World stocks rose modestly Monday as improved U.S. indicators eased some worries about the strength of the economic recovery. Near-record gold prices, however, show sentiment remains tense as investors seek safe assets.
An increase in U.S. corporate spending and a big jump in orders for manufactured goods, both reported Friday, saw Wall Street rally before the close and boosted Asian and European markets early Monday.
Britain's FTSE 100 benchmark index was up 0.1 percent at 5,601.84 while Germany's DAX was 0.2 percent higher at 6,310.35. France's CAC-40 was up 0.2 percent at 3,789.25.
Asian indexes booked larger gains by the close and Wall Street was expected to open slightly higher after ending last week sharply higher. Dow futures were up 0.2 percent at 10,801.00 and Standard & Poor's futures rose 0.1 percent to 1,143.80.
The Dow has risen 8.4 percent so far in September as investors scaled back their fears of a double-dip recession in the world's largest economy. Still, the index is only up 4.1 percent for the year and remains 3.1 percent below its 2010 high reached on April 26.
Despite Monday's stock rises, gold prices were near a record high after briefly touching $1,300 an ounce, with strong demand for the safe-haven metal suggesting underlying doubt about the economic recovery.

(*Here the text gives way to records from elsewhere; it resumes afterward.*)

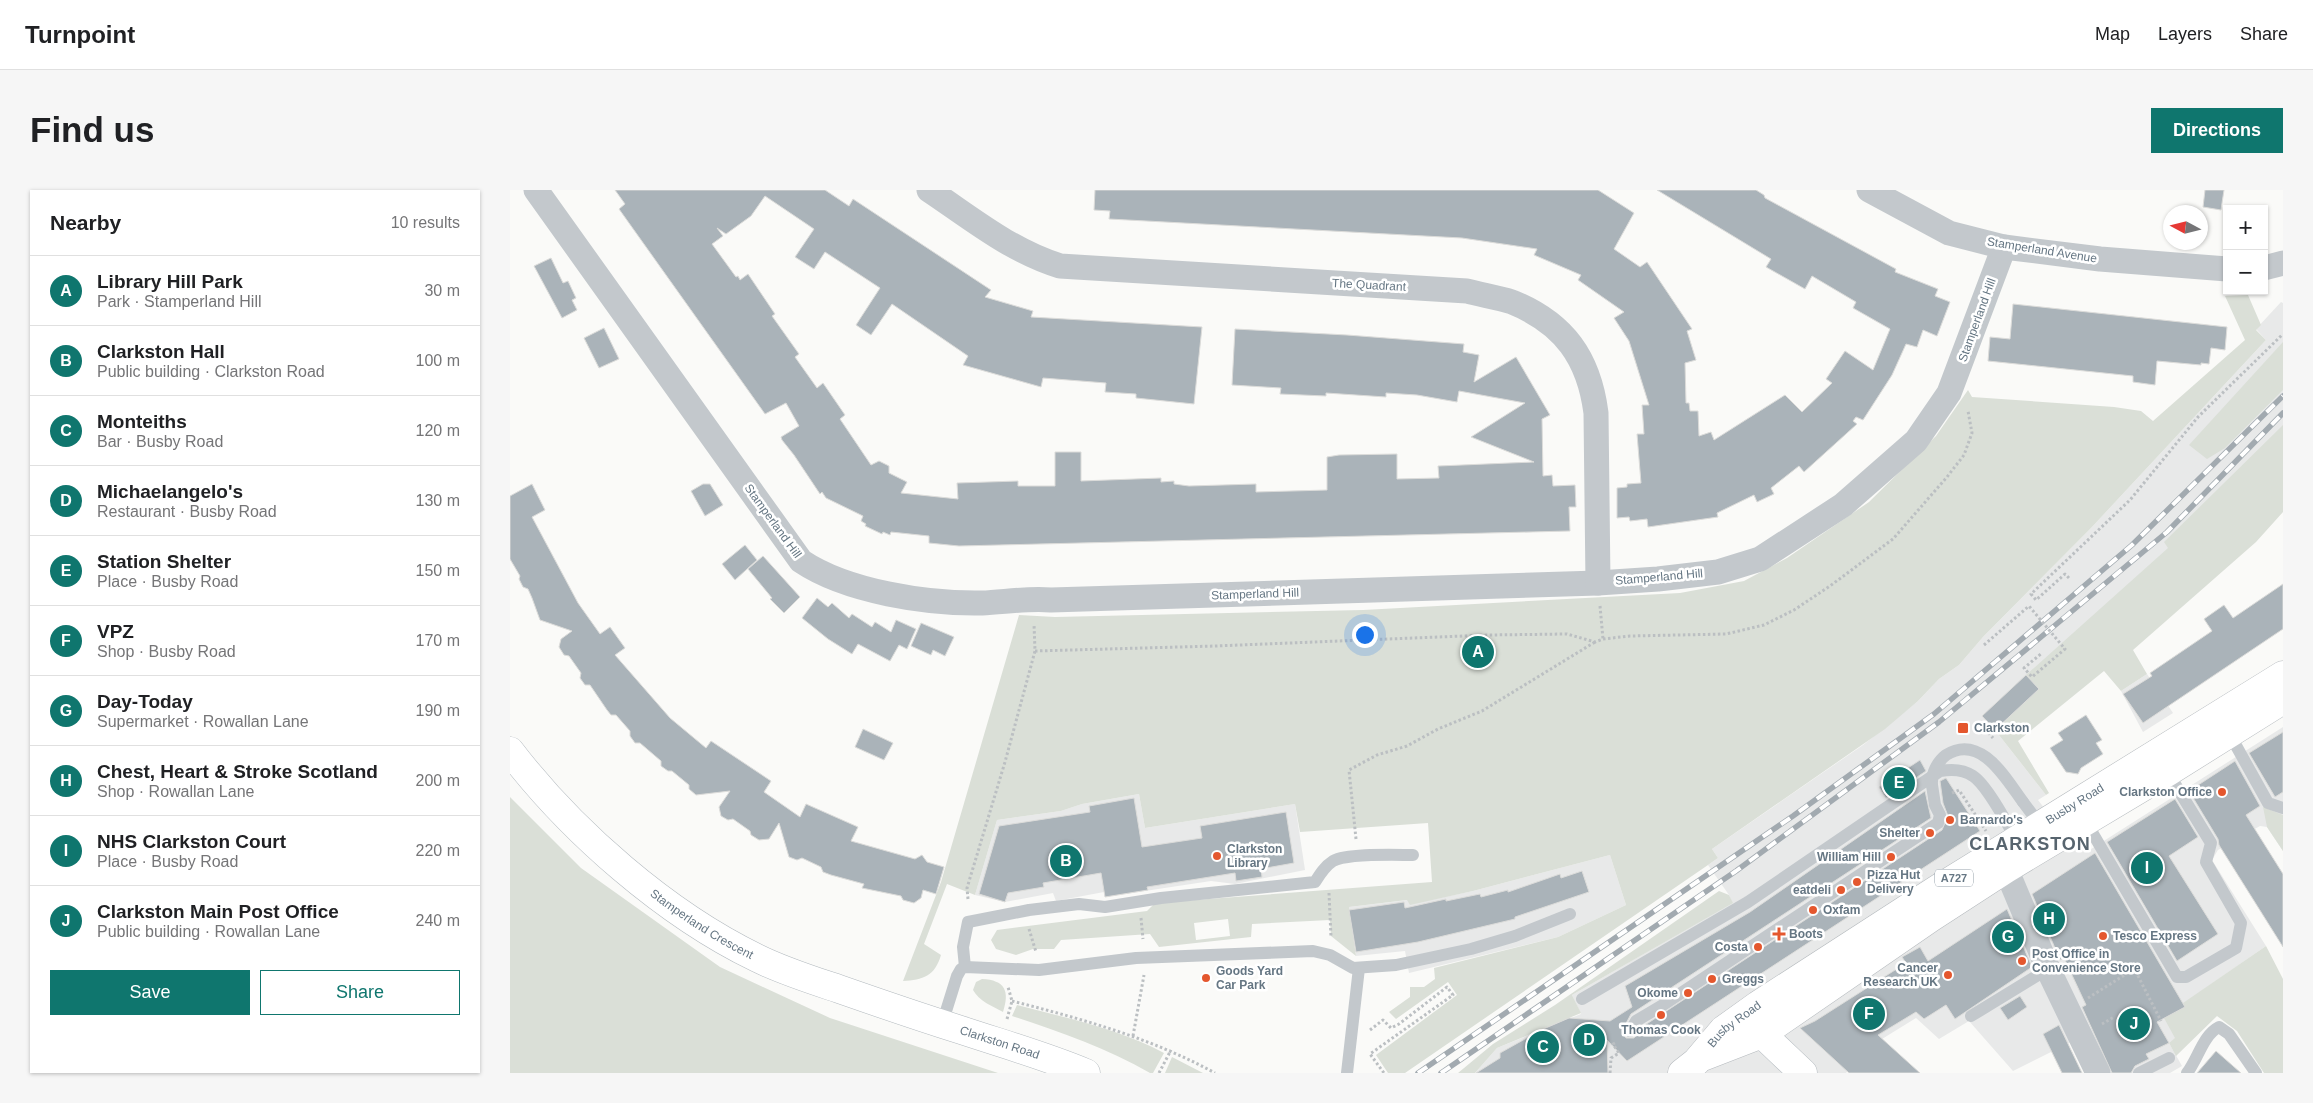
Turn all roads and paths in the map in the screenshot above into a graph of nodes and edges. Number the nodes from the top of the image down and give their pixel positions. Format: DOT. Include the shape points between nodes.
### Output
graph roads {
  1 [pos="536,190"];
  2 [pos="929,190"];
  3 [pos="1869,190"];
  4 [pos="2004,247"];
  5 [pos="2283,263"];
  6 [pos="2268,267"];
  7 [pos="2223,269"];
  8 [pos="2283,334"];
  9 [pos="2069,578"];
  10 [pos="1598,583"];
  11 [pos="1603,639"];
  12 [pos="1595,642"];
  13 [pos="1984,645"];
  14 [pos="1035,651"];
  15 [pos="2042,653"];
  16 [pos="2283,675"];
  17 [pos="2283,700"];
  18 [pos="2229,732"];
  19 [pos="510,751"];
  20 [pos="2162,763"];
  21 [pos="1959,790"];
  22 [pos="2283,808"];
  23 [pos="1973,811"];
  24 [pos="2086,822"];
  25 [pos="2041,826"];
  26 [pos="2017,841"];
  27 [pos="1413,855"];
  28 [pos="1358,856"];
  29 [pos="1326,867"];
  30 [pos="2006,868"];
  31 [pos="968,899"];
  32 [pos="1570,914"];
  33 [pos="1028,925"];
  34 [pos="1331,936"];
  35 [pos="1143,938"];
  36 [pos="1035,950"];
  37 [pos="1144,958"];
  38 [pos="965,967"];
  39 [pos="1359,968"];
  40 [pos="2048,969"];
  41 [pos="1582,999"];
  42 [pos="1012,1001"];
  43 [pos="2068,1010"];
  44 [pos="1971,1016"];
  45 [pos="2161,1021"];
  46 [pos="1732,1023"];
  47 [pos="942,1024"];
  48 [pos="1399,1024"];
  49 [pos="1630,1031"];
  50 [pos="1762,1034"];
  51 [pos="1132,1036"];
  52 [pos="1615,1042"];
  53 [pos="1171,1050"];
  54 [pos="2169,1058"];
  55 [pos="1695,1067"];
  56 [pos="1086,1073"];
  57 [pos="1159,1073"];
  58 [pos="1215,1073"];
  59 [pos="1347,1073"];
  60 [pos="1384,1073"];
  61 [pos="1610,1073"];
  62 [pos="1803,1073"];
  63 [pos="2098,1073"];
  64 [pos="2139,1073"];
  65 [pos="2187,1073"];
  66 [pos="2256,1073"];
  1 -- 10 [label="street, Stamperland Hill" via="802,561 846,583 955,603"];
  2 -- 10 [label="street, The Quadrant" via="1035,258 1060,266 1466,290 1510,302 1538,315 1580,356 1592,388 1596,413"];
  3 -- 4 [label="street, Stamperland Avenue" via="1950,233"];
  4 -- 7 [label="street, Stamperland Avenue"];
  4 -- 10 [label="street, Stamperland Hill" via="1949,393 1916,441 1843,505 1760,559 1718,572"];
  5 -- 6 [label="street"];
  8 -- 9 [label="path" via="2198,417 2130,500 2031,594 2036,600 2065,574"];
  10 -- 11 [label="path"];
  12 -- 28 [label="path" via="1482,711 1349,770"];
  13 -- 15 [label="path, bridge" via="2029,606 2065,649 2032,677 2024,668"];
  14 -- 31 [label="path" via="967,888"];
  16 -- 20 [label="main road, Busby Road / A727"];
  17 -- 18 [label="main road, Busby Road / A727"];
  18 -- 20 [label="main road, Busby Road / A727"];
  18 -- 22 [label="lane" via="2268,803"];
  19 -- 47 [label="main road, Stamperland Crescent" via="562,812 666,902 715,936 768,963"];
  20 -- 24 [label="main road, Busby Road / A727"];
  20 -- 24 [label="lane" via="2211,843 2206,862 2241,923 2236,948 2186,977 2177,977"];
  20 -- 25 [label="main road, Busby Road / A727"];
  21 -- 23 [label="path"];
  24 -- 30 [label="main road, Busby Road / A727"];
  25 -- 26 [label="main road, Busby Road / A727"];
  25 -- 49 [label="lane, bridge" via="1992,761 1976,751 1953,752 1941,760 1934,772 1932,786 1940,815 1938,823 1636,1021"];
  26 -- 41 [label="lane" via="1979,780 1958,770 1940,771 1748,902"];
  26 -- 46 [label="main road, Busby Road / A727"];
  27 -- 28 [label="lane"];
  28 -- 29 [label="lane" via="1335,860"];
  29 -- 34 [label="path"];
  29 -- 38 [label="lane" via="1315,882 1105,907 1079,904 968,922 963,947"];
  30 -- 40 [label="street"];
  30 -- 50 [label="main road, Busby Road / A727"];
  32 -- 39 [label="lane" via="1471,949 1396,965"];
  33 -- 36 [label="path"];
  35 -- 37 [label="path"];
  37 -- 38 [label="lane" via="1038,970"];
  37 -- 39 [label="lane" via="1313,951"];
  37 -- 51 [label="path" via="1143,986"];
  38 -- 47 [label="lane" via="957,976"];
  39 -- 59 [label="lane"];
  40 -- 43 [label="street"];
  40 -- 44 [label="lane"];
  42 -- 51 [label="path"];
  43 -- 45 [label="path" via="2131,971 2136,972"];
  43 -- 63 [label="street"];
  46 -- 50 [label="main road" via="1746,1025"];
  46 -- 55 [label="main road, Busby Road / A727"];
  47 -- 56 [label="main road, Clarkston Road"];
  48 -- 60 [label="path" via="1447,987 1453,995 1370,1054"];
  50 -- 55 [label="main road, Busby Road / A727"];
  50 -- 62 [label="main road"];
  51 -- 53 [label="path"];
  52 -- 61 [label="path" via="1613,1044 1619,1053 1611,1058"];
  53 -- 57 [label="path"];
  53 -- 58 [label="path"];
  54 -- 64 [label="lane"];
  65 -- 66 [label="lane" via="2212,1031 2219,1027 2229,1034"];
}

Some analysts say stock markets could reverse recent gains if U.S. consumer confidence figures on Tuesday and second quarter economic growth on Thursday are disappointing. Japan, which reported a sixth consecutive month of slowing export growth on Monday, also releases a slew of indicators this week including its "tankan" business confidence survey.
"Going up too fast is never considered prudent," brokerage India Infoline said in a market report. "Key regions like the U.S., Europe and Japan are just limping along. If markets rise on one good statistics one day, there is always a chance they might fall on a bad report some other day."
Speculation has mounted that the Federal Reserve could in coming months move to boost the economy by buying assets from banks, thereby lowering interest rates in credit markets. That has weighed on the dollar, particularly in its value against the euro, which on Monday traded at 1.3442, down from the five-month high of $1.3492 it hit late Friday in New York.
In corporate news, consumer products maker Unilever NV saw its shares rise 2 percent after it said it had agreed to buy U.S. beauty products company Albert Culver for $3.7 billion.
Earlier in Asia, Japan's Nikkei 225 stock average climbed 1.4 percent to 9,603.14 with exporters advancing as investors bet the central bank will try to weaken the yen with further monetary easing when it meets next week. The yen hit fresh 15-year highs against the U.S. dollar this month, and led the government to intervene in currency markets to weaken the yen for the first time in six years.
The dollar was up to 84.23 yen from 84.17 yen on Friday.
Missing out on the gains in Tokyo was Japan's consumer finance sector, which wilted on a Nikkei report that Takefuji Corp. was preparing to file for bankruptcy protection. Rival lenders Acom Co. and Promise Co. both plunged by about 12 percent.
South Korea's Kospi added 0.8 percent to 1,860.83 and Hong Kong Hang's Seng advanced 1 percent to 22,182.80. China's Shanghai Composite Index rose 1.4 percent to 2,627.97.
Australia's S&P/ASX 200 jumped 1.6 percent to 4,675.40 as higher metal prices lifted miners. BHP Billiton Ltd. added 1.6 percent and rival Rio Tinto Ltd. gained 2.1 percent. Markets in India, Taiwan and Singapore also climbed while Malaysia and Vietnam dropped.
In New York on Friday, the Dow Jones industrial average rose 197.84, or 1.9 percent, to close at 10,860.26. The Dow has risen 8.4 percent in September, but is only up 4.1 percent for the year and is still 3.1 percent below its 2010 high reached on April 26.
Benchmark crude for November delivery was up 7 cents at $76.56 a barrel in electronic trading on the New York Mercantile Exchange. The contract rose $1.31 to settle at $76.49 a barrel on Friday.